Together, materials and tech stripped about 40 bps while financials added about 22 bps back; the rest of the decline came from the seven of eleven sectors that fell, with 168 of 240 large-caps in the red.
Session highlights
The S&P/ASX 200 closed at 8,787.0 on 23 June 2026, a fourth straight fall, with the index fading from an intraday high of 8,844.8 to settle near the session low.
- ILU.AU -10.82% to $7.25, the day's biggest move, after confirming the full A$1.65 billion Export Finance Australia loan and a Civmec construction contract for the Eneabba refinery; the stock opened at $8.60 and reversed as investors weighed the A$1.7 to 1.8 billion capital bill.

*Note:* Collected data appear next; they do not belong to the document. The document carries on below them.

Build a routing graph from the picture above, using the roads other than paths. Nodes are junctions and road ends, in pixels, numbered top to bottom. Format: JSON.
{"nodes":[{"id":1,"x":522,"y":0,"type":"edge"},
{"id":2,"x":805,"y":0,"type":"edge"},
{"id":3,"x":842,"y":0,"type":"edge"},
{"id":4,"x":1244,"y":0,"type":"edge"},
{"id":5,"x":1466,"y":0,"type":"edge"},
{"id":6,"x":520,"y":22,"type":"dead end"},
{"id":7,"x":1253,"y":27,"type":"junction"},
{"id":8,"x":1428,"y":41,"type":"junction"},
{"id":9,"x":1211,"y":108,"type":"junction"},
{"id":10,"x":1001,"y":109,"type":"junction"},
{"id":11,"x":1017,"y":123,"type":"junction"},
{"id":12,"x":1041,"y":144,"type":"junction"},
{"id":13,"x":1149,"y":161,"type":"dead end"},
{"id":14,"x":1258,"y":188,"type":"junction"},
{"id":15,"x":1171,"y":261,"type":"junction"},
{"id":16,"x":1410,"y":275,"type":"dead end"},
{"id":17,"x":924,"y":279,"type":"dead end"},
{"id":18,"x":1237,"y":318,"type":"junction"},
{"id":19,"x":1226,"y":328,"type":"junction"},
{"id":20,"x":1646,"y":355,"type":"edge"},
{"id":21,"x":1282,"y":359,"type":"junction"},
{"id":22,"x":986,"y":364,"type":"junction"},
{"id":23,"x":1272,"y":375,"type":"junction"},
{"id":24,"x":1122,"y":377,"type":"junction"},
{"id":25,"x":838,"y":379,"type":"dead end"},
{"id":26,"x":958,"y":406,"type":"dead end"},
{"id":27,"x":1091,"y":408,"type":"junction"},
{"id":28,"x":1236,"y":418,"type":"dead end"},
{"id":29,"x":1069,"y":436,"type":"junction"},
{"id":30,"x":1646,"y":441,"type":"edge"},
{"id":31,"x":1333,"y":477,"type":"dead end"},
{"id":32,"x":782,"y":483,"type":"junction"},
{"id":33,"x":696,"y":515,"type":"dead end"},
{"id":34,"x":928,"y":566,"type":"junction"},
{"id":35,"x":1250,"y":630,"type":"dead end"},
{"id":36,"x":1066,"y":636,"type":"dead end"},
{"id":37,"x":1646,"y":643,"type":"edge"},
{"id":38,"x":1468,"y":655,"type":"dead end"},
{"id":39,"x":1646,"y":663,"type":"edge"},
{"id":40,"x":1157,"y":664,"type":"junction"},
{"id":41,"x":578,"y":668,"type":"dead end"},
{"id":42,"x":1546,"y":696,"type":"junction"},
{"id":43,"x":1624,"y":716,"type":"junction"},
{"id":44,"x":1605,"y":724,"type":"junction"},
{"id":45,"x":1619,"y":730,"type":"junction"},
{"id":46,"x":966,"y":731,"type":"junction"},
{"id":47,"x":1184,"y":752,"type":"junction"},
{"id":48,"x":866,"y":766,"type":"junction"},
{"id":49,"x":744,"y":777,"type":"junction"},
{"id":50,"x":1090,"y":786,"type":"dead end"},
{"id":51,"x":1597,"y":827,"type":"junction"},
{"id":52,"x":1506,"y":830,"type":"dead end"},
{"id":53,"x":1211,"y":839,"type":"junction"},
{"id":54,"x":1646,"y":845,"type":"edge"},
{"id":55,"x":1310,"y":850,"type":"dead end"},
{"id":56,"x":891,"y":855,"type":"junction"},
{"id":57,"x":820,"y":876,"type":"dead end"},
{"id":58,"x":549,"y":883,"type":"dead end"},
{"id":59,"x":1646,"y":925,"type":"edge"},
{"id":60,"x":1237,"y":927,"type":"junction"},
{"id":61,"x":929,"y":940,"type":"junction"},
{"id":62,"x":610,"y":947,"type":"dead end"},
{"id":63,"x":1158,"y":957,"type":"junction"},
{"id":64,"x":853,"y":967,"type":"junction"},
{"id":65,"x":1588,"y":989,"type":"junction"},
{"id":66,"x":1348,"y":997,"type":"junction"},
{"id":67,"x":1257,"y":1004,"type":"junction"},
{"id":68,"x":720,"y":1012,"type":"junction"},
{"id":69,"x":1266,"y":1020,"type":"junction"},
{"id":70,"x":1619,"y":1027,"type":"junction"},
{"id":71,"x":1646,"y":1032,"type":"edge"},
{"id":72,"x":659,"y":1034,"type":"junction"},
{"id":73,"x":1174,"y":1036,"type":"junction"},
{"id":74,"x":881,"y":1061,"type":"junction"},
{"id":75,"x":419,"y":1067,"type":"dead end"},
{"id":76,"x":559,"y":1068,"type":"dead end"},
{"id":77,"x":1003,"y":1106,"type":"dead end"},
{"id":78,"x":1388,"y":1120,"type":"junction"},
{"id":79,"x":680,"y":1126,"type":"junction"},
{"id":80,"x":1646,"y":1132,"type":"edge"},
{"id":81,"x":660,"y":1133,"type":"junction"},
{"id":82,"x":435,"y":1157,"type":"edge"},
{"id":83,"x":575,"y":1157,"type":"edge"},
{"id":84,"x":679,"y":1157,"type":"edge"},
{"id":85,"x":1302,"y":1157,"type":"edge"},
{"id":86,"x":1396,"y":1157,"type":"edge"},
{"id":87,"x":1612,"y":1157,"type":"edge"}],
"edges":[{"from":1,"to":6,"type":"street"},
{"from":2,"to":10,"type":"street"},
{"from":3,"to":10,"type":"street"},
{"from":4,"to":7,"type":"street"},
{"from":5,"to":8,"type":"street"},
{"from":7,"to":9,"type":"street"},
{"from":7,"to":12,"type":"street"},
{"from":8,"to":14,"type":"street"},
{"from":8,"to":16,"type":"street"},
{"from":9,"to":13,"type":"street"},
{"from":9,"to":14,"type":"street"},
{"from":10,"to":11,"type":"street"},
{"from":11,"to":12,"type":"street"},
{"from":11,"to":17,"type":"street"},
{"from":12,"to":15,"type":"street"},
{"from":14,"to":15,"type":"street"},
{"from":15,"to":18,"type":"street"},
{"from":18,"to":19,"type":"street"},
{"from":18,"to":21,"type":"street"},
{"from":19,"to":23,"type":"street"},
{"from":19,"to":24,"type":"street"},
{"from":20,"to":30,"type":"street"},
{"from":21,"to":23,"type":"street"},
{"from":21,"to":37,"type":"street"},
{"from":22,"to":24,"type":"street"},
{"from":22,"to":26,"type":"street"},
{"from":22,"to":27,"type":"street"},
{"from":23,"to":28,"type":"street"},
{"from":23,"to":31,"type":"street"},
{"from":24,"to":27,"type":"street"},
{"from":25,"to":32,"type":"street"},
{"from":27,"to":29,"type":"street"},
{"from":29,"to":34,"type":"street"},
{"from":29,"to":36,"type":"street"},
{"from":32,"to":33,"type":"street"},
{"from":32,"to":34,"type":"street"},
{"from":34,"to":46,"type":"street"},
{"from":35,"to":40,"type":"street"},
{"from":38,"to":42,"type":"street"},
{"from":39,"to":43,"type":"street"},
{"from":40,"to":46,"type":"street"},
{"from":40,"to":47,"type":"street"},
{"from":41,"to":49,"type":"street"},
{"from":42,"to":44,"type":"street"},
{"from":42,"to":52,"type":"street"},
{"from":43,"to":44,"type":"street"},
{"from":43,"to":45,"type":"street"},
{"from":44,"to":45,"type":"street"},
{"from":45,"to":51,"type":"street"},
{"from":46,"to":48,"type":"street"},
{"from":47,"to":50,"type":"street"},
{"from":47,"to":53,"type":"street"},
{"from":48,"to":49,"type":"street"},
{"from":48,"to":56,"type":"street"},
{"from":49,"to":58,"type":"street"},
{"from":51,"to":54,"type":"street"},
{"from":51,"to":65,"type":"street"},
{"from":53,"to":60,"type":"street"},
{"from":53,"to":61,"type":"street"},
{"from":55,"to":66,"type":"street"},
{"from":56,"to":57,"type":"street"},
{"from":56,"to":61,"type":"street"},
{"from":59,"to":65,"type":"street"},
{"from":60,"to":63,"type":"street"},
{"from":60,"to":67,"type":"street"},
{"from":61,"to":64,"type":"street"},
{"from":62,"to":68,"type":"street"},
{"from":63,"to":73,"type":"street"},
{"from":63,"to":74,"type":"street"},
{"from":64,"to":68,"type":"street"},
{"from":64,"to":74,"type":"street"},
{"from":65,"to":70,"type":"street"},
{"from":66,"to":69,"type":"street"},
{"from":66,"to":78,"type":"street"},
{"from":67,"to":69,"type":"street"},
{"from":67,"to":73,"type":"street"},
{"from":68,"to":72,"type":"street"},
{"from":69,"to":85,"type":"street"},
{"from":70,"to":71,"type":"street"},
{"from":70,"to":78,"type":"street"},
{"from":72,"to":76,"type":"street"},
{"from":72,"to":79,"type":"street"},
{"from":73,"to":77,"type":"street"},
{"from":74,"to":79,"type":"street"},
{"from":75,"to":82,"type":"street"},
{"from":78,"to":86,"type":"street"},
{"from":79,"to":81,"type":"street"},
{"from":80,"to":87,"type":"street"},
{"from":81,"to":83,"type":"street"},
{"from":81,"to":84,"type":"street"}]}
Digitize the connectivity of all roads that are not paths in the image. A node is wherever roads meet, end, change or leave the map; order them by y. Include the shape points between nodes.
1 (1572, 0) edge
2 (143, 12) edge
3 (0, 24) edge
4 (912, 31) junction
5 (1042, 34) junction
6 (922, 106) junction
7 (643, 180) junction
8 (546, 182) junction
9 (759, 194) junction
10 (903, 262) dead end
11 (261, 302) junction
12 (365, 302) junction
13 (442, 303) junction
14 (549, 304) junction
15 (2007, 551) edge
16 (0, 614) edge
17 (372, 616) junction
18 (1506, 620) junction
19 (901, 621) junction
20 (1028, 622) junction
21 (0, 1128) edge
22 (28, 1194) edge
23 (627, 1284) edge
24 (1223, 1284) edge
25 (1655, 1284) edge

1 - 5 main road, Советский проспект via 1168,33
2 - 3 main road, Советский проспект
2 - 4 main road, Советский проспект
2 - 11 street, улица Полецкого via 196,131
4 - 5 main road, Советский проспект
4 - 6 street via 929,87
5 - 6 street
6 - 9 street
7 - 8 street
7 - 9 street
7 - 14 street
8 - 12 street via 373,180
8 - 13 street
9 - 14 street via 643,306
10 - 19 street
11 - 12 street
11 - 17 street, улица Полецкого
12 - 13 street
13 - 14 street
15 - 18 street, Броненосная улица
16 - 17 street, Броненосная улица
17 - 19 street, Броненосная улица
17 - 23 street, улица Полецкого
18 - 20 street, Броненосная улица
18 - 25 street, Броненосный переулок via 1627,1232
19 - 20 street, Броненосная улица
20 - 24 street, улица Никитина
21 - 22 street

- TNE.AU -7.10% to $27.73, the worst large-cap in the technology selloff, handing back almost all of last week's 8% rally.
- ANZ.AU +1.39%, NAB.AU +1.21% and WBC.AU +1.03% drove the financials sector to a 0.64% gain, the only sector with a material rise.
- 168 of 240 large-caps fell, a 0.34 advance-decline ratio, even as the headline index lost only 0.33%.
- The All Ords closed down 0.48% at 8,988.3, lagging the ASX 200 as small-caps took the heavier hit.
Sector scorecard
- Best: Financials (+0.64%)
- Worst: Information Technology (-4.04%)
- Dispersion (best minus worst): 4.68 pts
- Seven of eleven sectors closed lower; Materials (-1.38%) was the heaviest by index weight, with the gold and lithium names accounting for most of the internal spread.
Top movers
| Ticker | Move | Reason |
|---|---|---|
| TLX.AU | +2.46% | Telix firmed as health held up better than tech |
| TPW.AU | +4.77% | Bounce after a 57% slide this year; leaves the S&P/ASX 200 this week |
| ILU.AU | -10.82% | Sold despite confirming the full A$1.65 billion Eneabba loan; capital bill in focus |
| TNE.AU | -7.10% | Worst large-cap in a 4.04% technology selloff; gave back last week's 8% run |
| IGO.AU | -5.29% | Lithium and nickel name marked down on a stronger USD and weak metals |
Notable announcements
- ILU.AU confirmed access to the full A$1.65 billion Export Finance Australia loan for the Eneabba rare earths refinery and awarded Civmec the construction contract; the capital estimate holds at A$1.7 to 1.8 billion, with commissioning targeted for mid-2027.
- A4N.AU -10.43% fell with the battery-materials complex on a firmer USD, with no company announcement.
- IGO.AU -5.29% and the lithium names tracked weaker base metals, with copper off 2.29% overnight.
At the AU close (16:00 AEST)
| Asset | Level | Change | Context |
|---|---|---|---|
| S&P 500 futures | 7,447 | -1.25% | Points to a soft US open tonight |
| Nasdaq futures | 30,014 | -2.09% | AI-spending concerns persist |
| Gold | US$4,134/oz | -1.64% | Hawkish Fed read, stronger USD |
| Brent | US$76.78 | -1.44% | WTI slipped below US$74 |
| AUD/USD | 0.6960 | -0.61% | USD firmer on higher US yields |
| US 10-year | 4.51% | +6 bp | Yields repriced on the hawkish read |
Next 24h catalysts (AEST)
- Wed 11:30: ABS May Consumer Price Index, the week's key domestic print for rate expectations.
- Tue night (US): S&P and Nasdaq futures down 1.25% and 2.09% point to a tech-led open, with the AI-spending narrative in focus after Alphabet fell about 5% overnight.
- Ongoing: the ASX 200 is testing the 8,800 to 8,780 support band after four straight declines; the WiseTech AFP matter remains live.